___ Data records ___
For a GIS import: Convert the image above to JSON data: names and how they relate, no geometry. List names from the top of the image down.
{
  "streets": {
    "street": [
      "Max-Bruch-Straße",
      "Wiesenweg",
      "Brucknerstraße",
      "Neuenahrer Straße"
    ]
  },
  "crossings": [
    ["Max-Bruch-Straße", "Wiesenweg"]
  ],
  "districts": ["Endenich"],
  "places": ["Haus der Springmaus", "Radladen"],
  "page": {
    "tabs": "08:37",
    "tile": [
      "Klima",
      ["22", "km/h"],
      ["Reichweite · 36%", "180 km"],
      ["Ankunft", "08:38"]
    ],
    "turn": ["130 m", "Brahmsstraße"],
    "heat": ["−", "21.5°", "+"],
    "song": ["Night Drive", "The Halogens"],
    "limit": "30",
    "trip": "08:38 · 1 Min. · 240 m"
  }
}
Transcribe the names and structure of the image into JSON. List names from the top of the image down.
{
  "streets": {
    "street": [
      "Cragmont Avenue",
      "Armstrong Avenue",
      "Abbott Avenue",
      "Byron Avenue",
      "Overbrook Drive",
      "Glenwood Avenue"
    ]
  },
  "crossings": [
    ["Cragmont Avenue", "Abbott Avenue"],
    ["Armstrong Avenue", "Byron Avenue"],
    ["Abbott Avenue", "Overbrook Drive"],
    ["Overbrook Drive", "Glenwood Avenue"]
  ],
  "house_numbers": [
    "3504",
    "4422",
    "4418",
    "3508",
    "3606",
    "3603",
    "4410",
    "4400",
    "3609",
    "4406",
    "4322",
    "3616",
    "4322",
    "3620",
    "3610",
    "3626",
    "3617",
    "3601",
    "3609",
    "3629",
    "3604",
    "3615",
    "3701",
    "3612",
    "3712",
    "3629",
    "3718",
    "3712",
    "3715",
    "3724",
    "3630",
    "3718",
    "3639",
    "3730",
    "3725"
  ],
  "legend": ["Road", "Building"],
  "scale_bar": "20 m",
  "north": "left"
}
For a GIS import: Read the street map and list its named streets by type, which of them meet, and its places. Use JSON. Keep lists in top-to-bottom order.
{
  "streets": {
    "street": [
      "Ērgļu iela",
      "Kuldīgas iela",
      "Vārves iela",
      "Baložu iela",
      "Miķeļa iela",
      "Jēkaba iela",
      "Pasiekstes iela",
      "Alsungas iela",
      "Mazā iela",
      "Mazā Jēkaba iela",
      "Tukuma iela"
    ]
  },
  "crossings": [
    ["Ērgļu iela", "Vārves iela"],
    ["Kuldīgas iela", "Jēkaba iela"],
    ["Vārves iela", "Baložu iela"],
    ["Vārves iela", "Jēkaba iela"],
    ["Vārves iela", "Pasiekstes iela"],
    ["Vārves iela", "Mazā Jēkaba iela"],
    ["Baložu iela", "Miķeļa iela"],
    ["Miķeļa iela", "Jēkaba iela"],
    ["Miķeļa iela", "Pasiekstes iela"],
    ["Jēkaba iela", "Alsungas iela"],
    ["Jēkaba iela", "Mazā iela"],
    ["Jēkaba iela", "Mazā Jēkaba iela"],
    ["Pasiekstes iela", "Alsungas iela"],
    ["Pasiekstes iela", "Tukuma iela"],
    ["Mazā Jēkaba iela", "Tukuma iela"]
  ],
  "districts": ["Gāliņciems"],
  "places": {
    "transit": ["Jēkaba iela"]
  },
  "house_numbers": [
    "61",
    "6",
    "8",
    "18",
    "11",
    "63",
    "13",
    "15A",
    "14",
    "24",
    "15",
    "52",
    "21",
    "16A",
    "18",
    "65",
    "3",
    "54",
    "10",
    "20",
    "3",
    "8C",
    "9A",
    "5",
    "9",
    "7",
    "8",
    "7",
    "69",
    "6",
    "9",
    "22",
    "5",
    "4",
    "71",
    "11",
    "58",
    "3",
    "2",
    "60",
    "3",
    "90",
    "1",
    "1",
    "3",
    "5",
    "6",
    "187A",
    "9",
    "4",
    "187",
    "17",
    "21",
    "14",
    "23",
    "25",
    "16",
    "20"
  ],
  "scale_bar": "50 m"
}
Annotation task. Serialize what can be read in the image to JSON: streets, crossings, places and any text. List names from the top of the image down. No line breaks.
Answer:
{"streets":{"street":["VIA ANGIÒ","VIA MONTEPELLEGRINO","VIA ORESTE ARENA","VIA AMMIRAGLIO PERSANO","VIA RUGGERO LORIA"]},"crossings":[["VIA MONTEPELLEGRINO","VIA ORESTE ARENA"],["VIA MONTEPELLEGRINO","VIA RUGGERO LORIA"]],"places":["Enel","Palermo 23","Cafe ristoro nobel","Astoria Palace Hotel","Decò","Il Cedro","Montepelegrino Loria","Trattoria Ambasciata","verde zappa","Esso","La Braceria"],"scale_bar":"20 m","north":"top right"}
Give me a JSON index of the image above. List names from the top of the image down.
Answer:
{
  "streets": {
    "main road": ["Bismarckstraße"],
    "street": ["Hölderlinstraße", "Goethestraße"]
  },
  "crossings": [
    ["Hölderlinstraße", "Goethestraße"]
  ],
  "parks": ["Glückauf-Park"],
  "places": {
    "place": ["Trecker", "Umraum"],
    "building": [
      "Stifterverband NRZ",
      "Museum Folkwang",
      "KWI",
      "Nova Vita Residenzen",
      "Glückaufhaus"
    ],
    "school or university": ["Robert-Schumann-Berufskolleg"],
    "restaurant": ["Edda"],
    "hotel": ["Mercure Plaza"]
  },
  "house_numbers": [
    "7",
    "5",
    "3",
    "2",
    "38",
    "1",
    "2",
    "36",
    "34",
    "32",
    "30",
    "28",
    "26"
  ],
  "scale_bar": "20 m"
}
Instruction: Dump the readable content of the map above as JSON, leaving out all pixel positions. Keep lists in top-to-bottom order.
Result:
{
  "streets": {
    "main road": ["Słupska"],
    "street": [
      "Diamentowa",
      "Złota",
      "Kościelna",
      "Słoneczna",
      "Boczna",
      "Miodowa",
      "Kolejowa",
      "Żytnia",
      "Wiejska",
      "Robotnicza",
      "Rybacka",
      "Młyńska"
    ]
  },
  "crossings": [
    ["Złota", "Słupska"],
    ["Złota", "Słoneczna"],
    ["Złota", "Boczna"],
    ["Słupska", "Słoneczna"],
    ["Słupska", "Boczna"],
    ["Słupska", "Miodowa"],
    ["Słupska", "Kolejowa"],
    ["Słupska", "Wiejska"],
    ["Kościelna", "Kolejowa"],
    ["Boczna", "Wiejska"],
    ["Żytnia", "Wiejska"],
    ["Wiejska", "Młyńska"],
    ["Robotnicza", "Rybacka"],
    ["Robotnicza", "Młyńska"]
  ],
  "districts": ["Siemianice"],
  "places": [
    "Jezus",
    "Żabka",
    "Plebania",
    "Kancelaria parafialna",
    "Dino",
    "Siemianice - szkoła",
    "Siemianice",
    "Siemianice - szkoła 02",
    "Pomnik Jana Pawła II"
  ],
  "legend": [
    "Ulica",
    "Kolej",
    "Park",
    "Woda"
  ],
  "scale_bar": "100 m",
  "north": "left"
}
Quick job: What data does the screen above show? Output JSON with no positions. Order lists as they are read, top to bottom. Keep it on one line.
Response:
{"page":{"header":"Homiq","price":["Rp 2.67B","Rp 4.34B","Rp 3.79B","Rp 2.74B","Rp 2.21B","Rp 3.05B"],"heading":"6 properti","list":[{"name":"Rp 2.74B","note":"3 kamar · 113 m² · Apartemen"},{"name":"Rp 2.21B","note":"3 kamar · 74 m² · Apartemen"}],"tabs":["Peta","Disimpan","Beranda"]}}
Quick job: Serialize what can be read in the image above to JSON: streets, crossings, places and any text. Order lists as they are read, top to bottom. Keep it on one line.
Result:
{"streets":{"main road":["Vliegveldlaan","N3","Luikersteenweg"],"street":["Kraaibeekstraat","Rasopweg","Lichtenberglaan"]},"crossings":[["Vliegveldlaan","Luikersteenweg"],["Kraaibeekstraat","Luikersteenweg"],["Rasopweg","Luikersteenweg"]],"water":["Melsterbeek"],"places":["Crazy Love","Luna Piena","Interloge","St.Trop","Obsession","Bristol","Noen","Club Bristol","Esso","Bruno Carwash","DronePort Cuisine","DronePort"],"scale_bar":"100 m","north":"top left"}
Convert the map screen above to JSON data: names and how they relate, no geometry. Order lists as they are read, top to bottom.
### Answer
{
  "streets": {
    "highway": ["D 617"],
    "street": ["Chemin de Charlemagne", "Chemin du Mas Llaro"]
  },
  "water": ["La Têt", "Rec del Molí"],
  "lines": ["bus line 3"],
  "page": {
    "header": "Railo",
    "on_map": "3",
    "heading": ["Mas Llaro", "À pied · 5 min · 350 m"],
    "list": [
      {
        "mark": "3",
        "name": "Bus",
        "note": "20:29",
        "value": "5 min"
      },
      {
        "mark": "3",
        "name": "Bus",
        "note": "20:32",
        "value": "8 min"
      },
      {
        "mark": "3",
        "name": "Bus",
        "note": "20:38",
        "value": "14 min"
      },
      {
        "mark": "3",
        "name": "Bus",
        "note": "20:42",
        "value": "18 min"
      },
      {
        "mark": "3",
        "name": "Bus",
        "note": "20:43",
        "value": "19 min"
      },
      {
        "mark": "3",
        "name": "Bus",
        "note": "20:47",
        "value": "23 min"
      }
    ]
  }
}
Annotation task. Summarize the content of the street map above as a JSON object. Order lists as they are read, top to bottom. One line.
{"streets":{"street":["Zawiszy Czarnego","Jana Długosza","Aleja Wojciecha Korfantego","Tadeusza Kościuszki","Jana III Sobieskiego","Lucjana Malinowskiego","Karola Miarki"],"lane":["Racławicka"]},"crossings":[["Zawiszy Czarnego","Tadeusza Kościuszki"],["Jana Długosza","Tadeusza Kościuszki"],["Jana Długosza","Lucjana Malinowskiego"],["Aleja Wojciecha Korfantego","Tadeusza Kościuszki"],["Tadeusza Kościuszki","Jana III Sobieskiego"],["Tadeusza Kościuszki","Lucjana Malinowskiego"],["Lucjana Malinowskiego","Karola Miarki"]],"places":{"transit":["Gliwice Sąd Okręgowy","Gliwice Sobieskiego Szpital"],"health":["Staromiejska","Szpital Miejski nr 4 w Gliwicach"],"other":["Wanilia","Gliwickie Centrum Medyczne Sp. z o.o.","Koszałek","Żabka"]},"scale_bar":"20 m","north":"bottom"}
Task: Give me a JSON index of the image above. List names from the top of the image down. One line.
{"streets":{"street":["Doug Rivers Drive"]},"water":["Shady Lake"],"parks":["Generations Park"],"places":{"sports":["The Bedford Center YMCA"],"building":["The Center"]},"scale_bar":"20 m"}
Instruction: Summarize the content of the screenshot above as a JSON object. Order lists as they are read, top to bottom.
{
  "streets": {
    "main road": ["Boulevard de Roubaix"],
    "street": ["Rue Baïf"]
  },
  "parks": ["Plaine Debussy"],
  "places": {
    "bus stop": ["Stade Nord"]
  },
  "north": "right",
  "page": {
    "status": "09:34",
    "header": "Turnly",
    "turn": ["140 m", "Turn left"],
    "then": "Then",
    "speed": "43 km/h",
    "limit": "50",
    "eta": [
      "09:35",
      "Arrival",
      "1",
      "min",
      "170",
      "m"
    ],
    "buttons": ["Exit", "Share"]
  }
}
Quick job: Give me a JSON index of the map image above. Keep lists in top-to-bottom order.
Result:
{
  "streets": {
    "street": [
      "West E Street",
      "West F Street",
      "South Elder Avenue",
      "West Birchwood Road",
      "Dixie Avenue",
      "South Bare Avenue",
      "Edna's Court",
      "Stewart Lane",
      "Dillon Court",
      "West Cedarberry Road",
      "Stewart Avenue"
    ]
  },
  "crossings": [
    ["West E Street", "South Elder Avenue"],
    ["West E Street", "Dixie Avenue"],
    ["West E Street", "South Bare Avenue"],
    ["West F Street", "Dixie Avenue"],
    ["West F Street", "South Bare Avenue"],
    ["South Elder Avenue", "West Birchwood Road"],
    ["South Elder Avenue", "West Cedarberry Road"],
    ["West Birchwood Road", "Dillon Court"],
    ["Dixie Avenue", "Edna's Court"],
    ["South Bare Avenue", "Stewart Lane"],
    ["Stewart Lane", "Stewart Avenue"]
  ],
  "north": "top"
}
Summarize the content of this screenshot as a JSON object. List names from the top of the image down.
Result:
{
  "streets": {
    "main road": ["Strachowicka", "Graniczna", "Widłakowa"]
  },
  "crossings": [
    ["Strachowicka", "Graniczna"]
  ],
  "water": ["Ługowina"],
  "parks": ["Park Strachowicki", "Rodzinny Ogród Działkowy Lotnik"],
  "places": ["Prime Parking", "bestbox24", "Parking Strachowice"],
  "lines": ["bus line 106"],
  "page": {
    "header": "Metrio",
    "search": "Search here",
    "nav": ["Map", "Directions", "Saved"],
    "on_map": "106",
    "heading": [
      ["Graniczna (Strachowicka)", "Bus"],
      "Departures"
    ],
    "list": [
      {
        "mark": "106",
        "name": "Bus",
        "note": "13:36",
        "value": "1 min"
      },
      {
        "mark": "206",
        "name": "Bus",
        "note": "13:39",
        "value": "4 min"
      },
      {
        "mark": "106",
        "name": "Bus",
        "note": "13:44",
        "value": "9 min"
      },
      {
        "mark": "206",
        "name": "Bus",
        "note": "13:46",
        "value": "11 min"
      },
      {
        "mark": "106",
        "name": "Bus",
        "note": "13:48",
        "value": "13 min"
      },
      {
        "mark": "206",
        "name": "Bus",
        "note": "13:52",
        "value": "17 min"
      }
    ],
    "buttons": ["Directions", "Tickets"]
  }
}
___
What you are asked to do:
Show all lines in the records above that hold "Wiejska".

Solution for this task:
      "Wiejska",
    ["Słupska", "Wiejska"],
    ["Boczna", "Wiejska"],
    ["Żytnia", "Wiejska"],
    ["Wiejska", "Młyńska"],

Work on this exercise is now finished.